A Whale of a Decline

How whaling wrecked an Alaskan ocean habitat

  • Roger Di Silvestro
  • Dec 01, 2003
THE DECIMATION of kelp forest ecosystems off southwest Alaska, which affects myriad species including commercially valued fish, may be traced to the destruction of whale populations in the area more than 50 years ago, according to research published recently in the Proceedings of the National Academy of Sciences. “The message is that overfishing and massive extraction can lead to food-web impacts that are unexpected and unintended,” says Alan Springer of the University of Fairbanks, the lead of eight coauthors.

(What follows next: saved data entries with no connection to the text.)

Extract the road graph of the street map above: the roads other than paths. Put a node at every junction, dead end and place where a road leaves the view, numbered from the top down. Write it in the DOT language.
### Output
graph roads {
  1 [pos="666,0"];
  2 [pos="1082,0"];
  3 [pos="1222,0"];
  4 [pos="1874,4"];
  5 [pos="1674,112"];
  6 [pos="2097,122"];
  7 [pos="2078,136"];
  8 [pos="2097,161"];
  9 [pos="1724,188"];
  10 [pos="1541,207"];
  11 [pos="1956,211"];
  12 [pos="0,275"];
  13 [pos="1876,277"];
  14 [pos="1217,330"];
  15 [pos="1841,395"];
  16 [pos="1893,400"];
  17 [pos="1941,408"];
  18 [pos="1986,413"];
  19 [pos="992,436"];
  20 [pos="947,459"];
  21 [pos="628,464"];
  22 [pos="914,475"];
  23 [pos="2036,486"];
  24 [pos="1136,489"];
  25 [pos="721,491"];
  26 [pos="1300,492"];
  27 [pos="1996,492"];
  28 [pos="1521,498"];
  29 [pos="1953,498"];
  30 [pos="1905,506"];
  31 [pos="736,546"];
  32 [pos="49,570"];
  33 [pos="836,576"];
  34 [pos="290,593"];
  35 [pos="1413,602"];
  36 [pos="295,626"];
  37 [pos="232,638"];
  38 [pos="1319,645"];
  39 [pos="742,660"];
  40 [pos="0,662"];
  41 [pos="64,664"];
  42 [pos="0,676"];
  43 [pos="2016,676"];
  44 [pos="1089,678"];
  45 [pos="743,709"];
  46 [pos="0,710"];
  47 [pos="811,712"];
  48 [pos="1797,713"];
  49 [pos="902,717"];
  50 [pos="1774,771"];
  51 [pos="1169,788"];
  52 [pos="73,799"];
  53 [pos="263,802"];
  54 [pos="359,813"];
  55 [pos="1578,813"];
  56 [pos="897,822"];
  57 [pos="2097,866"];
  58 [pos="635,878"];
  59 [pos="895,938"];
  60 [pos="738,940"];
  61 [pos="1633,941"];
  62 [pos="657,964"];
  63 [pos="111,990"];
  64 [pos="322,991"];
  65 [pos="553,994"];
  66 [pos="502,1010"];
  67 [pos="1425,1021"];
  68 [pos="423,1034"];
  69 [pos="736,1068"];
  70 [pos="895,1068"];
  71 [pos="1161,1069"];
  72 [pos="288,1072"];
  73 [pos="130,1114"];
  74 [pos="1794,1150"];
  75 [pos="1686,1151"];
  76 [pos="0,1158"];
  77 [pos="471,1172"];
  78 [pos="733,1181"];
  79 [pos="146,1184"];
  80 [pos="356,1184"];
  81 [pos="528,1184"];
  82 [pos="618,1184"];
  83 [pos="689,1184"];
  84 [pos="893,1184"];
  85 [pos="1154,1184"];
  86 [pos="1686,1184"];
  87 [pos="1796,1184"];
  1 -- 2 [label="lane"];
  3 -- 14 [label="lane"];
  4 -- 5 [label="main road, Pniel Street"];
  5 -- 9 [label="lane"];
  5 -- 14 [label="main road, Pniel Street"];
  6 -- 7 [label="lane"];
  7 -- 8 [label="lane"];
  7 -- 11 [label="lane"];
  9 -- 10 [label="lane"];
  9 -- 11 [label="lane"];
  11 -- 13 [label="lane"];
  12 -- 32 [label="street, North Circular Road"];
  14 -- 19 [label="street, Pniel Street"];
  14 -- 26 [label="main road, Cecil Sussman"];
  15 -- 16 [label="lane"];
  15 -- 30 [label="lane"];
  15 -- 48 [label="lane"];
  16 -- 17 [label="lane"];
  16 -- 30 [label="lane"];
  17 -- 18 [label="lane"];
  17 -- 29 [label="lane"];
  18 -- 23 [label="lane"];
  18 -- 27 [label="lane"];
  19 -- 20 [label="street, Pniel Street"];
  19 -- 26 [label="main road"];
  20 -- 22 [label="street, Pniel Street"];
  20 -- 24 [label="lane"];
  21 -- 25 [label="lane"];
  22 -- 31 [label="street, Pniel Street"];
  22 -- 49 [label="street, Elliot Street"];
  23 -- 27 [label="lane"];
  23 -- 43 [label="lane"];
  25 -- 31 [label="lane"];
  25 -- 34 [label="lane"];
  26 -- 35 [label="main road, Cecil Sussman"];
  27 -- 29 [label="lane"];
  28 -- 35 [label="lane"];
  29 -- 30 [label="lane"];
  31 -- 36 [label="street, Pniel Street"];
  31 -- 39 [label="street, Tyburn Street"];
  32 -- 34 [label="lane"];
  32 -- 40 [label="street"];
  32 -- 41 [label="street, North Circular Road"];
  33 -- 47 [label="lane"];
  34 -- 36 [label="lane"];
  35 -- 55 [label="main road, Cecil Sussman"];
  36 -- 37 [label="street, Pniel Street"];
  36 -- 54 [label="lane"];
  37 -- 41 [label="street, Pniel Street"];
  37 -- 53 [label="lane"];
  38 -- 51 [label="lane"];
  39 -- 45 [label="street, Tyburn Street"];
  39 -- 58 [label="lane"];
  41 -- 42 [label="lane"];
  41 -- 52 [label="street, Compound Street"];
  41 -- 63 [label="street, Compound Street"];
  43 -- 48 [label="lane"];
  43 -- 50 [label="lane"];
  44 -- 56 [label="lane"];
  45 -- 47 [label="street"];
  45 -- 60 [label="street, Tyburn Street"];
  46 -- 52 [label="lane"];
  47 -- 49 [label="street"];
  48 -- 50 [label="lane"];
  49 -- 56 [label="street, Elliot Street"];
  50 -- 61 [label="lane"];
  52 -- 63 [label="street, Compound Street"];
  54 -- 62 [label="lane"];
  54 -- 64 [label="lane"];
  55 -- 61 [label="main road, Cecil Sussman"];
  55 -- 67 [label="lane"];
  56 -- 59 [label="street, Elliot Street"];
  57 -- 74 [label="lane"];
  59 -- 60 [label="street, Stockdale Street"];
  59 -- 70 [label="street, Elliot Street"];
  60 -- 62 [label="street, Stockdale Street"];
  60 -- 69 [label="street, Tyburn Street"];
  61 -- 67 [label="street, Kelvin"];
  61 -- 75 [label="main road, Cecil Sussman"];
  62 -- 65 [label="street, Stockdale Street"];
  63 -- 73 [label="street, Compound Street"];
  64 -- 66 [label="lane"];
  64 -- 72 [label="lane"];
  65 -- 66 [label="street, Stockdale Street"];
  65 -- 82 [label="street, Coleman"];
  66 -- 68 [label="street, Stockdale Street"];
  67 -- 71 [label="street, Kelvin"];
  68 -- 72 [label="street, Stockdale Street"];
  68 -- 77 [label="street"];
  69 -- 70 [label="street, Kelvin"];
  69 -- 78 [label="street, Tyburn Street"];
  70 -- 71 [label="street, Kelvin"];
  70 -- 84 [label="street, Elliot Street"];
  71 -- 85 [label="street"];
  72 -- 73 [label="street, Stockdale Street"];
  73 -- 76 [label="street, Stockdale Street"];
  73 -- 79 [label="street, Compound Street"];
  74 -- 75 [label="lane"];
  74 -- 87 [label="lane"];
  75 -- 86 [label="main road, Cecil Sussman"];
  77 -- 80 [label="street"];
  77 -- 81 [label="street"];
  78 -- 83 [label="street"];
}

Here’s the chain of evidence: Half a century ago, orcas off Alaska were feeding happily on baleen and sperm whales. After World War II, however, the orcas faced increasing competition from whaling vessels. As hundreds of thousands of whales were removed from the North Pacific from 1946 to 1979, the ocras were forced to hunt other species. They turned to harbor seals (the most nutritious of local pinnipeds), which collapsed beginning in the early 1970s; then to fur seals, which collapsed beginning in the mid-1970s; followed by sea lions, which began to drop in the late 1970s; and finally to sea otters, which started to decline in the 1990s. With the otters reduced, their natural prey—sea urchins—began to increase. The urchins in turn ate up the kelp. “It’s staggering that it occurred over such a large area in such a short time—just a few years,” says Jim Estes, one of the coauthors. “The food-web interconnectivity—that urchin explosions could be linked to whaling 50 years ago—is amazing.”